### [What to do]
Identify each line in the records below that contains the word "pixels", and copy it.

============================================================

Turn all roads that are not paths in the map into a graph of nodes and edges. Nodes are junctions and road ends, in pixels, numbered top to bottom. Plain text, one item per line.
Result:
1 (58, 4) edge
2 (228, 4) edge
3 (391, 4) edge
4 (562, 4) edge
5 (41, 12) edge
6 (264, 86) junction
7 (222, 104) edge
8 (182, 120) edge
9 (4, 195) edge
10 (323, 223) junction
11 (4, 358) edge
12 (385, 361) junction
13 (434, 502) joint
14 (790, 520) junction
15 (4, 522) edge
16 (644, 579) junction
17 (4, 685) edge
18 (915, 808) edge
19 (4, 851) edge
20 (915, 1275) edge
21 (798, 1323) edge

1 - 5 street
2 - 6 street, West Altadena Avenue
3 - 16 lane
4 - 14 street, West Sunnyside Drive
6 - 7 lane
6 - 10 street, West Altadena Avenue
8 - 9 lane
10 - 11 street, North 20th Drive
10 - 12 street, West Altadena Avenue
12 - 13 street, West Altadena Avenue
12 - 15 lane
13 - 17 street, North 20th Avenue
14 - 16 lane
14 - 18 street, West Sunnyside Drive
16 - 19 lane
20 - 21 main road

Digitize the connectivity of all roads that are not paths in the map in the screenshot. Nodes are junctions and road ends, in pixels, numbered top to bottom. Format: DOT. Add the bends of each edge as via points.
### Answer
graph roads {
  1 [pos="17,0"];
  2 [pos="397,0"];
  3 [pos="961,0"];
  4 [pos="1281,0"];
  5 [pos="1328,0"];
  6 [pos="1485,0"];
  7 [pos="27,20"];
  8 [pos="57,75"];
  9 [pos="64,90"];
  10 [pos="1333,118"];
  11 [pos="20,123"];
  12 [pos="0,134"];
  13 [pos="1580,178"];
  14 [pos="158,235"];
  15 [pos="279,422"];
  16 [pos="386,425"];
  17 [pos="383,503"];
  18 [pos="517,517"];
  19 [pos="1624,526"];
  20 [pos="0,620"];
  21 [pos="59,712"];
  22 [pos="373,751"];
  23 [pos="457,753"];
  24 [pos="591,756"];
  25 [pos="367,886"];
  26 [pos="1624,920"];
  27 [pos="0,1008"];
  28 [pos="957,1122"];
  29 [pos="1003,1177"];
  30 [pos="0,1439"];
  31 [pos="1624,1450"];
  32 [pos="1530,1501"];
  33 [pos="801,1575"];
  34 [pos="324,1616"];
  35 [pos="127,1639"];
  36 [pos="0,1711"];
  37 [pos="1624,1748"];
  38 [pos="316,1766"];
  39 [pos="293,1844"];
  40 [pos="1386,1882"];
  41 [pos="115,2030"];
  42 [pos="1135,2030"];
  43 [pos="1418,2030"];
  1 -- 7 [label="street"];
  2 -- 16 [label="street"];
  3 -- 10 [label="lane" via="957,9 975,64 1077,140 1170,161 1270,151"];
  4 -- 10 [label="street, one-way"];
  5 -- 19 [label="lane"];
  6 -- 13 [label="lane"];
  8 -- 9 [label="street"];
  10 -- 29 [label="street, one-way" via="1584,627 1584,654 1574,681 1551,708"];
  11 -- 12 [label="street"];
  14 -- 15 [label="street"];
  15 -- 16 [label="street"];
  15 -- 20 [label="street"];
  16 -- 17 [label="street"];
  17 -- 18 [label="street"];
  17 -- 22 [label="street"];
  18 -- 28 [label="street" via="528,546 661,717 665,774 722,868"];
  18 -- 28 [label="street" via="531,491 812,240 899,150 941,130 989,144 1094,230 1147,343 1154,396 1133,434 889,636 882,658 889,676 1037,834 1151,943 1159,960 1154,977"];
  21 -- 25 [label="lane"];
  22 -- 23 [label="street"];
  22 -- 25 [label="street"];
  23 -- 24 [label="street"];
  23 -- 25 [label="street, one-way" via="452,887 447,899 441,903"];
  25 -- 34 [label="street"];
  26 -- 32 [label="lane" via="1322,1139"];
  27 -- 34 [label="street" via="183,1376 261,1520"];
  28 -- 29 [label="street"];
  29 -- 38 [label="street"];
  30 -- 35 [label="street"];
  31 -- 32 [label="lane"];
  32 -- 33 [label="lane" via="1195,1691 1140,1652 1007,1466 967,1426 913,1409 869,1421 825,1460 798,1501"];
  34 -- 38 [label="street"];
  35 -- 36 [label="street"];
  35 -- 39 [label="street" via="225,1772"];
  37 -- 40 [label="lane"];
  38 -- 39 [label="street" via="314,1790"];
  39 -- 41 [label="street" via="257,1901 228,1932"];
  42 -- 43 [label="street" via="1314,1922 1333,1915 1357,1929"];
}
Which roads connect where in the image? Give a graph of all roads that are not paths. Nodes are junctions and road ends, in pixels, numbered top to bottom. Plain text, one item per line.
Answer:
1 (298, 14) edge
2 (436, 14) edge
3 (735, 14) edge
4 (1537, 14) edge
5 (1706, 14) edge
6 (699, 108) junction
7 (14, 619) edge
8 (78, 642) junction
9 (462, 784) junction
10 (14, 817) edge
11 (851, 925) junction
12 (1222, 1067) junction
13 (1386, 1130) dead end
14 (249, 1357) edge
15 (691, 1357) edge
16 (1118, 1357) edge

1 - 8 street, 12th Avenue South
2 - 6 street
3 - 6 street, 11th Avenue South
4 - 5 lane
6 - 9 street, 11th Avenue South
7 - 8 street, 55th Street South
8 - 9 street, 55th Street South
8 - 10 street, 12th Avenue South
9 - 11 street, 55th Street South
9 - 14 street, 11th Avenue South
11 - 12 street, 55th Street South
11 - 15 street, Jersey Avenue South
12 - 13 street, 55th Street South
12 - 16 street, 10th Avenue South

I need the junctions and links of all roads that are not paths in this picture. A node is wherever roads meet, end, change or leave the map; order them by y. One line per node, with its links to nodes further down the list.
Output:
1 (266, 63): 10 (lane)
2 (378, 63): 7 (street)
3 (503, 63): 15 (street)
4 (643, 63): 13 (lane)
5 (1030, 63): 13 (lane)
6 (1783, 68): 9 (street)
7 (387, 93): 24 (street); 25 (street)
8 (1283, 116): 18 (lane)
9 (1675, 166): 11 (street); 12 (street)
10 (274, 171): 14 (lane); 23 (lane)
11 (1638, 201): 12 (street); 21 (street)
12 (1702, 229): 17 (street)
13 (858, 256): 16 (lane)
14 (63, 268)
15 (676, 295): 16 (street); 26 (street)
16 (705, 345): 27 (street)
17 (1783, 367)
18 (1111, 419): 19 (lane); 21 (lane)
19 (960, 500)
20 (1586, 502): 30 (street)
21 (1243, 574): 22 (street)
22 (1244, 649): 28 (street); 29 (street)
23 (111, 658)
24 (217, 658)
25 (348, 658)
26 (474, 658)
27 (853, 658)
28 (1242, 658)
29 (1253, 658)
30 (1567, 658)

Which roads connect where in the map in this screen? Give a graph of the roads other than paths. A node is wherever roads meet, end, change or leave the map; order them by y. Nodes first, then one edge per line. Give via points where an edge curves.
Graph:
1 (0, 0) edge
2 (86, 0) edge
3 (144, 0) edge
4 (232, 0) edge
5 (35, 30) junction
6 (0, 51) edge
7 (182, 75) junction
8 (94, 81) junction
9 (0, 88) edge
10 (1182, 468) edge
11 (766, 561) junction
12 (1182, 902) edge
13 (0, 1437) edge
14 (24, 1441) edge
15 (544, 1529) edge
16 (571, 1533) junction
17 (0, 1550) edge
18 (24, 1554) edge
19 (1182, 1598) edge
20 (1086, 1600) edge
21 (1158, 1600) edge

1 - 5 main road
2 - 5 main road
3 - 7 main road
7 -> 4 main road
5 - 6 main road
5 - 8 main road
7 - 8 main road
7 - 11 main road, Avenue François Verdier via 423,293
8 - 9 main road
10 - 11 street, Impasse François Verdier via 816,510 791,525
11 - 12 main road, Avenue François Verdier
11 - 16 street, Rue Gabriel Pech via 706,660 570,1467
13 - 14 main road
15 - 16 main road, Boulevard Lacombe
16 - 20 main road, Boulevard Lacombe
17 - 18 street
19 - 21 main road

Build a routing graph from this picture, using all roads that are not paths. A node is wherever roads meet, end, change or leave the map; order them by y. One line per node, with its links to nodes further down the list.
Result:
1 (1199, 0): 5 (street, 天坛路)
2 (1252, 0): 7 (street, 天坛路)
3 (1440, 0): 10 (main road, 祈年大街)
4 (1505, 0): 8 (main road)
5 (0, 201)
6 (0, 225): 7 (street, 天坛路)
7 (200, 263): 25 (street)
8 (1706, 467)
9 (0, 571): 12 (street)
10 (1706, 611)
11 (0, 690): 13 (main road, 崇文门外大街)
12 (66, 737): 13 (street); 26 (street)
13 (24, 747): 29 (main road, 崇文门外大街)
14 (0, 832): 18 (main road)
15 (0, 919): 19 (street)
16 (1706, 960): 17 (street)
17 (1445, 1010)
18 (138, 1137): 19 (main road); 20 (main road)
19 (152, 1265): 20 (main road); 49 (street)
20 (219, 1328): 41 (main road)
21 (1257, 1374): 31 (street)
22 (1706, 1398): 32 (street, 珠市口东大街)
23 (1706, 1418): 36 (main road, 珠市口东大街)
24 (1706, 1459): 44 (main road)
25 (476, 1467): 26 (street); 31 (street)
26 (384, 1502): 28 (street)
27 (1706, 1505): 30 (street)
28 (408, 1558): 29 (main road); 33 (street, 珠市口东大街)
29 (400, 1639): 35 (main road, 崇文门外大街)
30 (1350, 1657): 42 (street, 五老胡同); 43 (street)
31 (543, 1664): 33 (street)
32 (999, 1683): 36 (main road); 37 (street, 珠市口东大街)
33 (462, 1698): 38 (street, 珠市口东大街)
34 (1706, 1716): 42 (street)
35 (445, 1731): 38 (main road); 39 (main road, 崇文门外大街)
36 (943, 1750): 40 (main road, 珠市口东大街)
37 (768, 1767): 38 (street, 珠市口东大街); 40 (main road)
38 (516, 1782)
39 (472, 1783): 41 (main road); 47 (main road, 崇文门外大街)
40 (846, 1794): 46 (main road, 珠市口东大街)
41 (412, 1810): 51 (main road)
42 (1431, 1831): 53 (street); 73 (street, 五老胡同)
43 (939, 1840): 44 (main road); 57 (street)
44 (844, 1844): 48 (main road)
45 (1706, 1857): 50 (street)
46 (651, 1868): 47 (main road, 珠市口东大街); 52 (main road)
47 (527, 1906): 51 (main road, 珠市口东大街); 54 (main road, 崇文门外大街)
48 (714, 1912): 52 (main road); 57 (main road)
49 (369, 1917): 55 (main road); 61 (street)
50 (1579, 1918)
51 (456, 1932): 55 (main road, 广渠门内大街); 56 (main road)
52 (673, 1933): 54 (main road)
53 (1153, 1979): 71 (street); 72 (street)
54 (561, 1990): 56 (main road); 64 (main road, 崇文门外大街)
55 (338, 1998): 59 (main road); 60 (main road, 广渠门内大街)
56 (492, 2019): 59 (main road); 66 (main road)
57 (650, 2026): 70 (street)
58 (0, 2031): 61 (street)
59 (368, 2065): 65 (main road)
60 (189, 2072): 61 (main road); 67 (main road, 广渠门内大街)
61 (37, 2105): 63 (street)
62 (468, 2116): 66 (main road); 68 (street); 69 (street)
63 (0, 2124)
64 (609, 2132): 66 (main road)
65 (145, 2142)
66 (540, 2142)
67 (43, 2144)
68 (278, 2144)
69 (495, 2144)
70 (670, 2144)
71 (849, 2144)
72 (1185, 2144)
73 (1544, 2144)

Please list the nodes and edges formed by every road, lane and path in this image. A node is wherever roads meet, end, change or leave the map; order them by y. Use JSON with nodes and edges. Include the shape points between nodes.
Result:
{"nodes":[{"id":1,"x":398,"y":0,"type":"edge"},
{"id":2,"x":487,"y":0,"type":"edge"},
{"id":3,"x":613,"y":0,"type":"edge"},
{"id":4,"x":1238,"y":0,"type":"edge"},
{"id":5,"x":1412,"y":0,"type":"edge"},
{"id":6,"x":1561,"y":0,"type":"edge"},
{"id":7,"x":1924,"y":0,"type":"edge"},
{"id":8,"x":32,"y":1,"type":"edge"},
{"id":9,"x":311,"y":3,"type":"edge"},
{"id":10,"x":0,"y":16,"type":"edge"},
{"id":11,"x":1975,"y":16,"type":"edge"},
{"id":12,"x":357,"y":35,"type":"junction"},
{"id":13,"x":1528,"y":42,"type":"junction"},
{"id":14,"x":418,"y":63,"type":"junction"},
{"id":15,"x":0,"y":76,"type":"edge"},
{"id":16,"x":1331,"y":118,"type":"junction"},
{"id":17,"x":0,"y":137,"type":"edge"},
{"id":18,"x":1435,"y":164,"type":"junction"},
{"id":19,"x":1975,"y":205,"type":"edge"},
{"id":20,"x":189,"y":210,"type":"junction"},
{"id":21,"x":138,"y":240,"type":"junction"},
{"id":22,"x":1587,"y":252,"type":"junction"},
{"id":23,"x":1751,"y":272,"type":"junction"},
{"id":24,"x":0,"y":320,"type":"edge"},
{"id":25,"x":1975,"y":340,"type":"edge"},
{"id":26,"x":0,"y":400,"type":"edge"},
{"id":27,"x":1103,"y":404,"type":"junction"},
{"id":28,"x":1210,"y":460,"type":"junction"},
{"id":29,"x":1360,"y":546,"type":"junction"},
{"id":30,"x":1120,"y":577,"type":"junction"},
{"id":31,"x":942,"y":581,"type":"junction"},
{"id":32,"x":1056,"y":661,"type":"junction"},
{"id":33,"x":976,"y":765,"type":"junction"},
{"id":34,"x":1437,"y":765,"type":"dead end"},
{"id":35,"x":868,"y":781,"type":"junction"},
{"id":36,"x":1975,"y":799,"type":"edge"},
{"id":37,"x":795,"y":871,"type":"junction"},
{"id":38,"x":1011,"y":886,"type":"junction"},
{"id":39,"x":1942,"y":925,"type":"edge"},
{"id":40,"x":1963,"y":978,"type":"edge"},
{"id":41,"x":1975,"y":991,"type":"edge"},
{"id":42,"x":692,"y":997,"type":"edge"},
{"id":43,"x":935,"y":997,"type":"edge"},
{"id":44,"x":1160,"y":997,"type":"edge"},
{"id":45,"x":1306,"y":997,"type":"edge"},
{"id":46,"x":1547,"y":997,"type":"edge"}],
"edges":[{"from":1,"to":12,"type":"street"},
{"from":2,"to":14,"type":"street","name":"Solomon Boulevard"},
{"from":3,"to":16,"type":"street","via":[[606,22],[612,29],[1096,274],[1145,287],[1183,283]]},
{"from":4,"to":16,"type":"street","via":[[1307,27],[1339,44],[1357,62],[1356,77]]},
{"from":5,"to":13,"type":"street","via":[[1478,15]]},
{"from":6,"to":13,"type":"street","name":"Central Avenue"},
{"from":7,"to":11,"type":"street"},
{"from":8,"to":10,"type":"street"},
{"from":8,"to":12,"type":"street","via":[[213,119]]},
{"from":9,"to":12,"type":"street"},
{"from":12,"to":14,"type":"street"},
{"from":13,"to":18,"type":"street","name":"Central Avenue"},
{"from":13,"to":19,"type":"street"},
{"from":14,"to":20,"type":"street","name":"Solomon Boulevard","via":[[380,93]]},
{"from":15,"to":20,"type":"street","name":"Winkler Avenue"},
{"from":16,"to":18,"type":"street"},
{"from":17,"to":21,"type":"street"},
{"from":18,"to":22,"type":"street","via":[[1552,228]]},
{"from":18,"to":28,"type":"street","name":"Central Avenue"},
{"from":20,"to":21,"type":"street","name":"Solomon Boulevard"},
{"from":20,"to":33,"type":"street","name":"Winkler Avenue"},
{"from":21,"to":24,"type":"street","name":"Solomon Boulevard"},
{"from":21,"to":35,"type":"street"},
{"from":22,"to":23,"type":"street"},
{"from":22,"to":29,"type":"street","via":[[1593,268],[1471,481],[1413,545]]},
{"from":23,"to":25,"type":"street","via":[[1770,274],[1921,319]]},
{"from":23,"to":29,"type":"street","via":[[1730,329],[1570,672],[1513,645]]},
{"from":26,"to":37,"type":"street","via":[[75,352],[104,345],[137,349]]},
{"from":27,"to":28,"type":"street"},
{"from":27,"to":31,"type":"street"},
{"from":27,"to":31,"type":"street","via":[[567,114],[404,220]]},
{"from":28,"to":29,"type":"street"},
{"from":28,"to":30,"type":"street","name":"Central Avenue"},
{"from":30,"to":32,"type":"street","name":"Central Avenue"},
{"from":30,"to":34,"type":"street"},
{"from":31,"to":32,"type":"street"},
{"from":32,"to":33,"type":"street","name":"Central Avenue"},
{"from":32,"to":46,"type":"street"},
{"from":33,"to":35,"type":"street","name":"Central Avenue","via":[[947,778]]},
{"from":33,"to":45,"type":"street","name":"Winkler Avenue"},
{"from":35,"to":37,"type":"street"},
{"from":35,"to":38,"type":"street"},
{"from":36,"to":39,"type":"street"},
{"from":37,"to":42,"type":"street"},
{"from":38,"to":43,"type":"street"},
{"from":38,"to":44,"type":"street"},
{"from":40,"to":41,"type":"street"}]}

============================================================

### [Solution below]
Turn all roads that are not paths in the map into a graph of nodes and edges. Nodes are junctions and road ends, in pixels, numbered top to bottom. Plain text, one item per line.
Digitize the connectivity of all roads that are not paths in the map in the screenshot. Nodes are junctions and road ends, in pixels, numbered top to bottom. Format: DOT. Add the bends of each edge as via points.
Which roads connect where in the image? Give a graph of all roads that are not paths. Nodes are junctions and road ends, in pixels, numbered top to bottom. Plain text, one item per line.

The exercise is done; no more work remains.